It is some time since I reminded your Lordships of that founding idea, which was that the European nations had caused so much bloodshed over the centuries that they had to be gradually emasculated and put under a new form of technocratic government that was to supplant national democracy, which it has indeed done; hence the EU’s absurd claim to have brought peace to Europe since 1945, which was instead of course secured by NATO; hence also the huge but little-understood powers of the unelected Commission, with its monopoly to propose new legislation, in secret—which is now so much of our own legislation—and then to execute that legislation when it has been through the Brussels sausage machine, imposing heavy fines along the way, and subject only to that engine of EU integration, the Luxembourg court. The Commission also manages the EU budget—so badly that its accounts have not been signed off for 21 years. Believe it or not, the Commission also negotiates all our foreign trade agreements—so badly that we still do not have a free trade agreement with China, India, Russia, the USA, Australia, Canada and many of the markets of the future. Singapore has had them all for 10 years. Who knows what that failure has cost our economy; the amendment refers to our economy.

As to what is left of our democracy while we stay in the EU, the Euro-lie goes that it is upheld in the Council of Ministers from the nation states, where we have only 12% of the votes and where we have been defeated on every single one of the 55 new laws we have opposed since 1996.

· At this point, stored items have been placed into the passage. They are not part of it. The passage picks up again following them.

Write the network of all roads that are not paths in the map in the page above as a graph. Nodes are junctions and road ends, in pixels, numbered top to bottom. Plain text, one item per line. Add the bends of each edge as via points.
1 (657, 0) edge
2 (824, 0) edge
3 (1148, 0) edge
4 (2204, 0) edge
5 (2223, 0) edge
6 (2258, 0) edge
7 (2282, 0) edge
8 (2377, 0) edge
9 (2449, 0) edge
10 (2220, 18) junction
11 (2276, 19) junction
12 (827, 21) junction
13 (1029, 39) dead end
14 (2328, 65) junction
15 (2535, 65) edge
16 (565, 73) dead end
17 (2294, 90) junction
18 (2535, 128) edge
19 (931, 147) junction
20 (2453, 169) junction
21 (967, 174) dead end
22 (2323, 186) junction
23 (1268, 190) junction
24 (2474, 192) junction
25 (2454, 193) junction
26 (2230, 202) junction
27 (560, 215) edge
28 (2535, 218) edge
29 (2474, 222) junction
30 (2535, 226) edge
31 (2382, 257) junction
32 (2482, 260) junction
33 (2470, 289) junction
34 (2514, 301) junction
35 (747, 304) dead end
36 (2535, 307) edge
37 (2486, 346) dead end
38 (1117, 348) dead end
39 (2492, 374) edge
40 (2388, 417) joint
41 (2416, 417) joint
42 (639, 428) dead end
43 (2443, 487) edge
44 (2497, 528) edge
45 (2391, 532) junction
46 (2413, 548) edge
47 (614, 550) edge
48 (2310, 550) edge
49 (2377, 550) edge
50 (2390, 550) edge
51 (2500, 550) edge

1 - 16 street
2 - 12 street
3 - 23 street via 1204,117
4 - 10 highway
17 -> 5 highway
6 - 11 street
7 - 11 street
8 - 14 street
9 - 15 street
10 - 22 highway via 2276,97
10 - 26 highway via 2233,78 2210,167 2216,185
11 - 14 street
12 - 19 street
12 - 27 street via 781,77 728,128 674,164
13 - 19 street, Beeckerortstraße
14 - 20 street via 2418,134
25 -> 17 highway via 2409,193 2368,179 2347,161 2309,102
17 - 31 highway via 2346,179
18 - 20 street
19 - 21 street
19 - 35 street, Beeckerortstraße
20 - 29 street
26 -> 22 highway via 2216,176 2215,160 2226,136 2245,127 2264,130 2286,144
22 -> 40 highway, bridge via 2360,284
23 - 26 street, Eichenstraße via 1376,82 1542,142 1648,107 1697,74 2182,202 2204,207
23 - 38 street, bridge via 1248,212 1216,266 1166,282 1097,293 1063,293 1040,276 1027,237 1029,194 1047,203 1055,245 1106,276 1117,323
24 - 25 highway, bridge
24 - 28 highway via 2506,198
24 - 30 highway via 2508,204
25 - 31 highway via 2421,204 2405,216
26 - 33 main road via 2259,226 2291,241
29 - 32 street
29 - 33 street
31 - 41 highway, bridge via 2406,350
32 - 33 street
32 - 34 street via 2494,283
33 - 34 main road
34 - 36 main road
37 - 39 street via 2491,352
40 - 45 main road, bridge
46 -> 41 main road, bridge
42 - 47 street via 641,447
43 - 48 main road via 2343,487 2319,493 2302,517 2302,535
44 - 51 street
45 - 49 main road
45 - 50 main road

My first point is, therefore, that even if we did get any advantage from our EU membership, in any of the areas mentioned in the amendment, it would still not be worth it because the price would have been our democracy. However, the fact is that we do not, as my noble friend Lord Willoughby de Broke will confirm.

Europhiles try to frighten us by pretending that jobs would be lost if we left the EU. We are back to the economy again.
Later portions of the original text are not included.